## [Information]

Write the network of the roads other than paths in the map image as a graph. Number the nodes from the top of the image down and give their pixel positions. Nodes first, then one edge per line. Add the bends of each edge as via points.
* * *
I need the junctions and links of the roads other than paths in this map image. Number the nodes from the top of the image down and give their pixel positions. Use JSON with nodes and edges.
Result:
* * *
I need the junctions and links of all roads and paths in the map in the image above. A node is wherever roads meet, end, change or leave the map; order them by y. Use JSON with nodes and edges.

## [Task to complete]
Lines in the listing that include the word "from": how many are there? Give the number alone.

## [Written solution]
2